Surface engineering of amine transaminases to control their region-selective immobilization.

The industrial use of enzymes often requires their immobilization to facilitate downstream processing and enable reuse. However, controlling enzyme orientation during immobilization is challenging and typically restricted to the N- and C-terminal regions. In this work, we propose a strategy to immobilize more active and stable amine transaminases (ATAs) by combining protein engineering with immobilization techniques. Our approach involves the structure-guided insertion of histidine clusters (His-clusters) at flexible regions of ATA subunit interfaces, enabling immobilization on cobalt-chelated carriers. By screening multiple ATAs from various microbial sources and testing different His-clusters for each, we identified the most active and stable heterogeneous biocatalysts.

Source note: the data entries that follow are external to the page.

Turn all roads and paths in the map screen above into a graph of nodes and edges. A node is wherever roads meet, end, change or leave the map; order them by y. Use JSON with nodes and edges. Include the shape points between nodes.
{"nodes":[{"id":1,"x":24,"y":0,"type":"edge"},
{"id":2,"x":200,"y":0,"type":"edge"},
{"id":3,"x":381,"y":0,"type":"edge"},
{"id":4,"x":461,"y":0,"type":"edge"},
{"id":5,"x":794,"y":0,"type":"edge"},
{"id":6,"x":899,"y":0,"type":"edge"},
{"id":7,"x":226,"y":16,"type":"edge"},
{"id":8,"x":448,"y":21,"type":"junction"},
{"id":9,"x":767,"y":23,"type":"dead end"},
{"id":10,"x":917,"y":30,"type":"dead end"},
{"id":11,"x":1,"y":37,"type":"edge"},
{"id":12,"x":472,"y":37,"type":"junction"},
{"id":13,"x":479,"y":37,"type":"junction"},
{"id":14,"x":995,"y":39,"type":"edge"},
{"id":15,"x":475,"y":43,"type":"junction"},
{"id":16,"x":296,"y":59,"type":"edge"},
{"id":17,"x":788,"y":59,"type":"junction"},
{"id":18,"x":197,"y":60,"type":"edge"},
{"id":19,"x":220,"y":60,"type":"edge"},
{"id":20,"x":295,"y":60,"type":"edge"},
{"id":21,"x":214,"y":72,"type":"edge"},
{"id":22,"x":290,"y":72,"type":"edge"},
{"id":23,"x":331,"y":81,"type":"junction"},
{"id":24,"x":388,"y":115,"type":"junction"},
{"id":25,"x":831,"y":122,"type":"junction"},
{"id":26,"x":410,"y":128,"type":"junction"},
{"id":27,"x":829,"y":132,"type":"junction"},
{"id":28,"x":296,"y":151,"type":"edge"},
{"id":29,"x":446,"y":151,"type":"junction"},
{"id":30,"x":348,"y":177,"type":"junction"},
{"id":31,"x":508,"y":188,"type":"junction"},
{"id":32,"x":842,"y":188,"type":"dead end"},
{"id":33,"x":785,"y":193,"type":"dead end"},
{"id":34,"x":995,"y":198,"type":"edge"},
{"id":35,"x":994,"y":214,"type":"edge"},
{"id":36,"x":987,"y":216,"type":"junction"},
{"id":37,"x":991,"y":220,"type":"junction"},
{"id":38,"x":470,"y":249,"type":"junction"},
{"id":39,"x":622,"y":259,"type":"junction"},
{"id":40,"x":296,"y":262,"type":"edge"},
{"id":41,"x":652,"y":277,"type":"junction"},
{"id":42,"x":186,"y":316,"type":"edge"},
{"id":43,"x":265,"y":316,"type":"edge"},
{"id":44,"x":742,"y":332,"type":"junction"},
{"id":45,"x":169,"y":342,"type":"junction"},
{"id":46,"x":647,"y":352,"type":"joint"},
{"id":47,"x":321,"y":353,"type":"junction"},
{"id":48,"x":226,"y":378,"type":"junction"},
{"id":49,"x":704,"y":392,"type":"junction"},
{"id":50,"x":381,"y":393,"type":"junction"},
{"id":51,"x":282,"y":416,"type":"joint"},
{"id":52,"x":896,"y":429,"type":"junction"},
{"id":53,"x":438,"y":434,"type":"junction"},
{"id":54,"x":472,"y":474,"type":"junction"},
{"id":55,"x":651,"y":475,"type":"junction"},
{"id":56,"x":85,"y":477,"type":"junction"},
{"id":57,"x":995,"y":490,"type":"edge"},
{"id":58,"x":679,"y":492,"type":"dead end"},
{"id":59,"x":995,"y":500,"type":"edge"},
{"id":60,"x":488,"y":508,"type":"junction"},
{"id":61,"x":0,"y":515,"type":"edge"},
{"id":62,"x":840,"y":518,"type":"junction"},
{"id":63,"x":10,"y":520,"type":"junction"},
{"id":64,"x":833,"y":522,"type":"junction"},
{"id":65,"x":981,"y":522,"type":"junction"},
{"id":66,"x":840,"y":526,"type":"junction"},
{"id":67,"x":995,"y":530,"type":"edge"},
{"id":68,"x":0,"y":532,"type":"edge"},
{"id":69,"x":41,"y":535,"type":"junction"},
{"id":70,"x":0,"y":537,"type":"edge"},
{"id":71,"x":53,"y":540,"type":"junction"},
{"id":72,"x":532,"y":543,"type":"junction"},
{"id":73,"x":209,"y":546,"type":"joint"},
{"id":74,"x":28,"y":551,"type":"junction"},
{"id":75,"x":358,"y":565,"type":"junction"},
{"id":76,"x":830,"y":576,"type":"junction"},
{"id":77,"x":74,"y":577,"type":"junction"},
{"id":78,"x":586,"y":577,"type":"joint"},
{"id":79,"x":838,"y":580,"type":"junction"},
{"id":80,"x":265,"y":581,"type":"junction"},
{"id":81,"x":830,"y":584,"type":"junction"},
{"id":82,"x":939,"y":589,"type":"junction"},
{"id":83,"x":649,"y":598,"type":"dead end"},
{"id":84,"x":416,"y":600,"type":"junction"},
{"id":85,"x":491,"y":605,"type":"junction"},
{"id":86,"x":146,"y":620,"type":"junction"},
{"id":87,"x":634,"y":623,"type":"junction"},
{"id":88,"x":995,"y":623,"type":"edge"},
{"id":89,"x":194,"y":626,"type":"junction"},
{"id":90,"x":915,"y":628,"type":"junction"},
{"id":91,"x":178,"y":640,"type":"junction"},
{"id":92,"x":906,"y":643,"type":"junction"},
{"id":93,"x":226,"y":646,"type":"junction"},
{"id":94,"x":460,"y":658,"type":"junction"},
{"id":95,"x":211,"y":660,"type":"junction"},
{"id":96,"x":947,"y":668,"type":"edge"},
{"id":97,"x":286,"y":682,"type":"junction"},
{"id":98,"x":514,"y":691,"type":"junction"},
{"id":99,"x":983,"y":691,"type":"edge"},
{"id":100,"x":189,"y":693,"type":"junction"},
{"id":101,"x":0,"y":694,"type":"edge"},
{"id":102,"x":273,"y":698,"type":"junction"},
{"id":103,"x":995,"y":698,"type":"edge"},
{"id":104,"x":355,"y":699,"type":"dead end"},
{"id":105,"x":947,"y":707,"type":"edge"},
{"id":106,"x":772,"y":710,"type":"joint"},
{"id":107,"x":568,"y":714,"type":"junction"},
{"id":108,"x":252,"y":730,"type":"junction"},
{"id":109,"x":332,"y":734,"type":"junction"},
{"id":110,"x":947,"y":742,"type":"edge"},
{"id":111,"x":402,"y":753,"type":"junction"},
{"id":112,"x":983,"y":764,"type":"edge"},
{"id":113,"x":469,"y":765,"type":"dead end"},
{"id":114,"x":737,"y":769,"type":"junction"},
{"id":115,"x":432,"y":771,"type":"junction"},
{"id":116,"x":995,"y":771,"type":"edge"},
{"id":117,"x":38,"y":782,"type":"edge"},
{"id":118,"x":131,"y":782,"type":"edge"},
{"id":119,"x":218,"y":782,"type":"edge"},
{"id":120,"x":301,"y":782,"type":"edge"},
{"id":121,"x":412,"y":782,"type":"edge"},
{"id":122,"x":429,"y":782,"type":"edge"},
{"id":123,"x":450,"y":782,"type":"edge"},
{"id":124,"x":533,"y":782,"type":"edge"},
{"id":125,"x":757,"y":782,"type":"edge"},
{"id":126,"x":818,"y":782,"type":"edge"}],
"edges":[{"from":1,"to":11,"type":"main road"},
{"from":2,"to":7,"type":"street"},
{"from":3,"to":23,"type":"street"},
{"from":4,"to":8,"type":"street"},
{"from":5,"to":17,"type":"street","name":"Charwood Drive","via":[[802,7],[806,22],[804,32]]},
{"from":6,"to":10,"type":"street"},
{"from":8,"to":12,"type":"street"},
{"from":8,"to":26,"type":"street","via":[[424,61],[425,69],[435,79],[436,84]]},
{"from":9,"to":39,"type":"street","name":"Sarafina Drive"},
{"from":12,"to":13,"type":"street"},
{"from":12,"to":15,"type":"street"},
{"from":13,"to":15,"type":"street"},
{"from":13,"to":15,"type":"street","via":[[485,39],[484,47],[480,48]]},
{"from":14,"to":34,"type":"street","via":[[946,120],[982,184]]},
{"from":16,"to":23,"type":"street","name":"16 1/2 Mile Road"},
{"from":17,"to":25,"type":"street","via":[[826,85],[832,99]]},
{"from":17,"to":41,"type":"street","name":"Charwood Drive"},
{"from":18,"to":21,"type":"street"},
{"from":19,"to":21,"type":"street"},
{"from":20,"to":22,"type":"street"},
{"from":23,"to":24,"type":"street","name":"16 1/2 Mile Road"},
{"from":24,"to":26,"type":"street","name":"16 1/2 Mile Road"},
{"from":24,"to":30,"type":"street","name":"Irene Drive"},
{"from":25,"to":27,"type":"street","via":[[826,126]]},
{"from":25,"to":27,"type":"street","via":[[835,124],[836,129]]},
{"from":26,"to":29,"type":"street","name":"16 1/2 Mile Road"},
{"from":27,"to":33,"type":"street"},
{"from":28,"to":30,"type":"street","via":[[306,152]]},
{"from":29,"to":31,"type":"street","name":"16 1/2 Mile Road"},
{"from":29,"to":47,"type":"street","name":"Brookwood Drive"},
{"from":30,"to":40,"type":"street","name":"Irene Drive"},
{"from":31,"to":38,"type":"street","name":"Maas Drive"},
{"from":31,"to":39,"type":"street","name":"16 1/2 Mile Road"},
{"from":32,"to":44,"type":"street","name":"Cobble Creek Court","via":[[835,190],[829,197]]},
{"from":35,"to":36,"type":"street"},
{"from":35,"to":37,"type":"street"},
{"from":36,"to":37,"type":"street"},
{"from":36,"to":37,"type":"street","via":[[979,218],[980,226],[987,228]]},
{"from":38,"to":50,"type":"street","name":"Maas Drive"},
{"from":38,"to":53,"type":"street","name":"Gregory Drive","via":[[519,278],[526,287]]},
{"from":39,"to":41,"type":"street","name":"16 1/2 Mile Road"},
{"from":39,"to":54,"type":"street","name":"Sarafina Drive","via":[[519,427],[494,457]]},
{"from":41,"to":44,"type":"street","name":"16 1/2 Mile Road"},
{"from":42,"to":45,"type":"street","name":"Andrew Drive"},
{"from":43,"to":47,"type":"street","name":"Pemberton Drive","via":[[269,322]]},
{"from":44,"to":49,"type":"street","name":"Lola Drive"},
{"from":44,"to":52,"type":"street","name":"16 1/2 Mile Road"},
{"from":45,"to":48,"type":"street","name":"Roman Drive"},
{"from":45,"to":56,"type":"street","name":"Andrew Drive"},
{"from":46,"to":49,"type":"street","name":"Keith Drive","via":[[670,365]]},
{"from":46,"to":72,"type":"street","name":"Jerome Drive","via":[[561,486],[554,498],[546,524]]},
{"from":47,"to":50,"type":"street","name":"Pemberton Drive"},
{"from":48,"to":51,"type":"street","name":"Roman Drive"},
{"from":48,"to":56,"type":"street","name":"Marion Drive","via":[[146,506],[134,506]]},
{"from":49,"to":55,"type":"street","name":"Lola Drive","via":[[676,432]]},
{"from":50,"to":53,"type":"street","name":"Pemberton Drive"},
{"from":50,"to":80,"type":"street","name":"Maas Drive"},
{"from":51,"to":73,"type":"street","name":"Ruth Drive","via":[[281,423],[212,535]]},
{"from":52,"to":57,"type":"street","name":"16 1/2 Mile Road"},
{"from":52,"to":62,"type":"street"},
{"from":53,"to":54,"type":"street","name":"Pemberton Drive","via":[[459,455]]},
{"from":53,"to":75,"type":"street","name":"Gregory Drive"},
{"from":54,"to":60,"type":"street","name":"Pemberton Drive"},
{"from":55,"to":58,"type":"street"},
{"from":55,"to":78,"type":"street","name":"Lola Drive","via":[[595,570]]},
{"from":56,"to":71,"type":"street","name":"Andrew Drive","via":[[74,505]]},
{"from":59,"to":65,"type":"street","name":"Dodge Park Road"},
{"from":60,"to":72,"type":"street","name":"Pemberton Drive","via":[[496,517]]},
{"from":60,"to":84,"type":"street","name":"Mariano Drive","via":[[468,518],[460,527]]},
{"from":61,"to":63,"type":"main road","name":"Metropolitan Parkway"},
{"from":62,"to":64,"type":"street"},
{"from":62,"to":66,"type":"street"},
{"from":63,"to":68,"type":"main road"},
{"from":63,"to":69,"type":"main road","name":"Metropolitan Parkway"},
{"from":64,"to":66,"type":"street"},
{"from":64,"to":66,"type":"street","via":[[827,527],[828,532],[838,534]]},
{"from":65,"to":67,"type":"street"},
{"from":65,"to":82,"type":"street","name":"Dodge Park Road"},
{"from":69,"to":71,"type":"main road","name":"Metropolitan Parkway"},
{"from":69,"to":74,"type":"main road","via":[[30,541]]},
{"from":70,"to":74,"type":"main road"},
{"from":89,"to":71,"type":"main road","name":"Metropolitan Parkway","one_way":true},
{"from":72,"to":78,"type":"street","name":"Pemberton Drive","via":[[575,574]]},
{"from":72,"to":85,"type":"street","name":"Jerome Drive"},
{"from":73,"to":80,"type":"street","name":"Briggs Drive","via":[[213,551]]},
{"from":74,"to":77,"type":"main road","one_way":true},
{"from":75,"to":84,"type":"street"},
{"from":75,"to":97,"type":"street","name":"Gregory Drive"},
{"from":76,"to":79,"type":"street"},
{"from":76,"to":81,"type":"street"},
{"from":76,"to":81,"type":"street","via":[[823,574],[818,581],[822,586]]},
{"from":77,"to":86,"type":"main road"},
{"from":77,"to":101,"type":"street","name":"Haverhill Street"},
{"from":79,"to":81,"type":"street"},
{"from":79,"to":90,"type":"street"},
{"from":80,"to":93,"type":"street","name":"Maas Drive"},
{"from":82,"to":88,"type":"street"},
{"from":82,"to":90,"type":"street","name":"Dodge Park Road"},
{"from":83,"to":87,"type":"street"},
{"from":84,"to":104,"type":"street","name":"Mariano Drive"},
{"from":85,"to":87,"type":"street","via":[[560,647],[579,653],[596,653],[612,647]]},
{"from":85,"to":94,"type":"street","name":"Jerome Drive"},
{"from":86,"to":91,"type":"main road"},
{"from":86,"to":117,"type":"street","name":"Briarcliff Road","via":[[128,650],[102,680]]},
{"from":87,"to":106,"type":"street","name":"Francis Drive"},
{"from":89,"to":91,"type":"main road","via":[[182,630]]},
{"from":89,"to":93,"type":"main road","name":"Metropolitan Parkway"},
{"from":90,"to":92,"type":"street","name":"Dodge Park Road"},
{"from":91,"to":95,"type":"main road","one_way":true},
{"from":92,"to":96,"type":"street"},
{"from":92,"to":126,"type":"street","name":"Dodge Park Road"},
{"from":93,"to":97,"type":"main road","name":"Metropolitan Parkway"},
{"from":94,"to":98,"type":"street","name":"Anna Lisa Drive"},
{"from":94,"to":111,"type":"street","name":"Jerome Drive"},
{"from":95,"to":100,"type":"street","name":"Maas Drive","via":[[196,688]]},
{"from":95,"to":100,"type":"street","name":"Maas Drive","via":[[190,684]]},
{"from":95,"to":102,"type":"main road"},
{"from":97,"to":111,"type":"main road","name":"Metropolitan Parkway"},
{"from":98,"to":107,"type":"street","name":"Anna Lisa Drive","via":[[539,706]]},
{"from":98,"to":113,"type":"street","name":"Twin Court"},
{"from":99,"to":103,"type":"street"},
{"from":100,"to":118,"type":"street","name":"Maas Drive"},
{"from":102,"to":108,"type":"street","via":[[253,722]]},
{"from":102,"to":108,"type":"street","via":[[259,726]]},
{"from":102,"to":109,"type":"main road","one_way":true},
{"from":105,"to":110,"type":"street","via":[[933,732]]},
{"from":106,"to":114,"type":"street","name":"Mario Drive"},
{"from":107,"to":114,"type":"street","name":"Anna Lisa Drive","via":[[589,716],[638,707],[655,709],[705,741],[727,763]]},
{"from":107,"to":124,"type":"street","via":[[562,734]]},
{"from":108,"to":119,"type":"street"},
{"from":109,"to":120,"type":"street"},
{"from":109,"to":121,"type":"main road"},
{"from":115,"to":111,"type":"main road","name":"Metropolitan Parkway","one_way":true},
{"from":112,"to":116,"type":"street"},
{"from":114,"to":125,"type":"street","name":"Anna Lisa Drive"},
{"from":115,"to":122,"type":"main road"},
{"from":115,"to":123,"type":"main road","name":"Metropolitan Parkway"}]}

Notably, the immobilized H2A variant of Chromobacterium violaceum ATA (CvATA-2HA) exhibited the highest activity per mass of biocatalyst (4 U g). Meanwhile, the H3 variant of Pseudomonas fluorescens ATA (PfATA-H3) showed enhanced thermostability and DMSO resistance, being approximately 2.5 times more stable than its free counterpart. Overall, our findings highlight the impact of enzyme surface engineering on immobilization efficiency. The strategic placement of His-clusters enabled region-directed immobilization, improving both the activity and stability of specific ATA variants.